The America Invents Act gave the Director of the Patent Office a huge amount of power over the post-grant review process. And the Director appointed by former President Trump, Andrei Iancu, misused that power to make the process less effective, accessible, and fair. Patent owners still weren’t satisfied and challenged the whole process as unconstitutional. The Constitution includes limits and requirements for how the President may delegate authority to agencies and officers in the executive branch. Patent owners argued that the administrative patent judges who preside over post-grant reviews had so much power—specifically, the power to hold a granted patent invalid—that they could only be appointed by the President with the Senate’s consent. The Federal Circuit agreed, but opted not to nullify the post-grant review system. Instead, it eliminated the civil service protections of administrative patent judges so that the Director of the Patent Office could fire them without cause, and thus, effectively supervise their decisions. Since the Director is appointed by the President with the Senate’s consent, the Federal Circuit held that this would cure the constitutional defect. 

The Supreme Court agreed that administrative patent judges needed more supervision, but instead of taking away their civil service protections, gave the Director of the Patent Office the formal power to review their post-grant review decisions, and sent the post-grant review decision in Arthrex back to the Acting Director to decide whether to exercise that power or not. It is hard to see any reason why the Acting Director would bother to review, let alone, revise the decision to invalidate the patent in Arthrex. Nevertheless, he now has the power to do so as well as the discretion to decide whether to invoke it.

The Supreme Court’s reasoning and remedy were far from unanimous. Justice Gorsuch concurred with much of the reasoning, but dissented from the result: he would have found administrative patent judges unconstitutionally appointed, nullified their appointments, and put an end to post-grant review once and for all. Justice Thomas, joined by the three liberal justices, would simply have upheld the appointment of administrative patent judges, and with it, the post-grant review system, no judicial intervention required. That reasoning—and lack of remedy—echoes the arguments EFF and Engine made in the amicus brief we submitted with the help of students and faculty at USC’s IP clinic.

Even though the majority took an entirely different approach, we welcome the emphasis they put, repeatedly, on the need for accountability at the Patent Office. The government had argued that administrative patent judges were constitutionally appointed because the Director effectively, if informally, supervised their decisions thanks to the bundle of powers he possessed—including the power to assign individual judges (including himself) to particular reviews, set the rules for their conduct, and fire them for cause.
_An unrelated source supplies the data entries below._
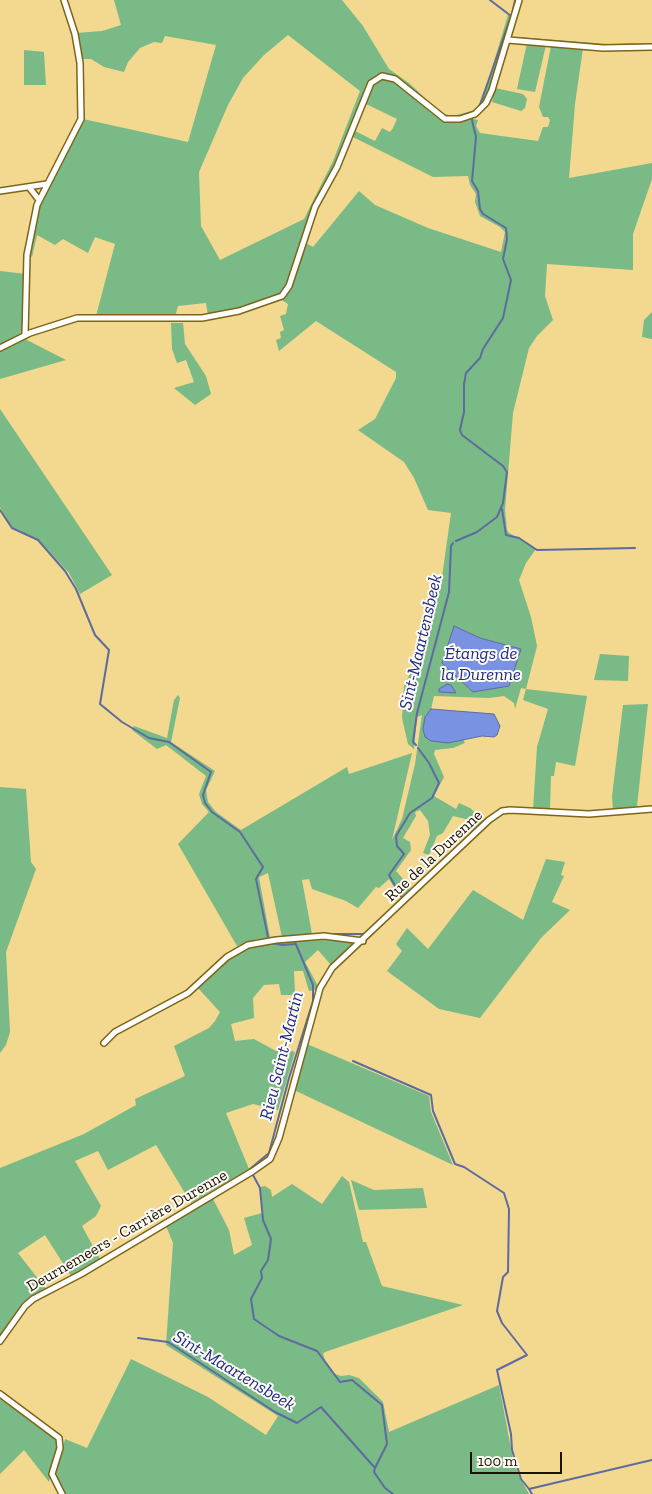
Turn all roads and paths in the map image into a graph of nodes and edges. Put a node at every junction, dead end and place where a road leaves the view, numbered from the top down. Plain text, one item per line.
1 (64, 0) edge
2 (519, 0) edge
3 (508, 40) junction
4 (652, 46) edge
5 (47, 184) junction
6 (29, 187) junction
7 (0, 191) edge
8 (39, 200) junction
9 (25, 335) junction
10 (0, 348) edge
11 (652, 809) edge
12 (363, 941) junction
13 (104, 1043) dead end
14 (253, 1171) joint
15 (0, 1341) edge
16 (0, 1394) edge
17 (62, 1494) edge

1 - 5 street
2 - 3 street
3 - 4 street
3 - 9 street
5 - 6 street
5 - 8 street
6 - 7 street
6 - 8 street
8 - 9 street
9 - 10 street
11 - 12 street, Rue de la Durenne
12 - 13 street
12 - 14 street, Rue de la Durenne
14 - 15 street, Deurnemeers - Carrière Durenne
16 - 17 street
But the majority held that the Director’s enormous informal power was the problem, and that the solution was to formalize it, not nullify or diminish the position of administrative patent judges even further.

We don’t agree with the legal reasoning, but we wholeheartedly agree with the practical analysis: the Director of the Patent Office needs to be accountable through the political process for the enormous power that comes with the position. As we wait for the administration to appoint the next Director, the decision is an important and timely reminder of how much that decision matters. We must use the political process to make sure the next Director wields the power that comes with the position to improve the Patent Office’s ability to do its job: promoting the creation and dissemination of new technologies in ways that benefit the public as a whole—including our economy, health, and ability to communicate with each other.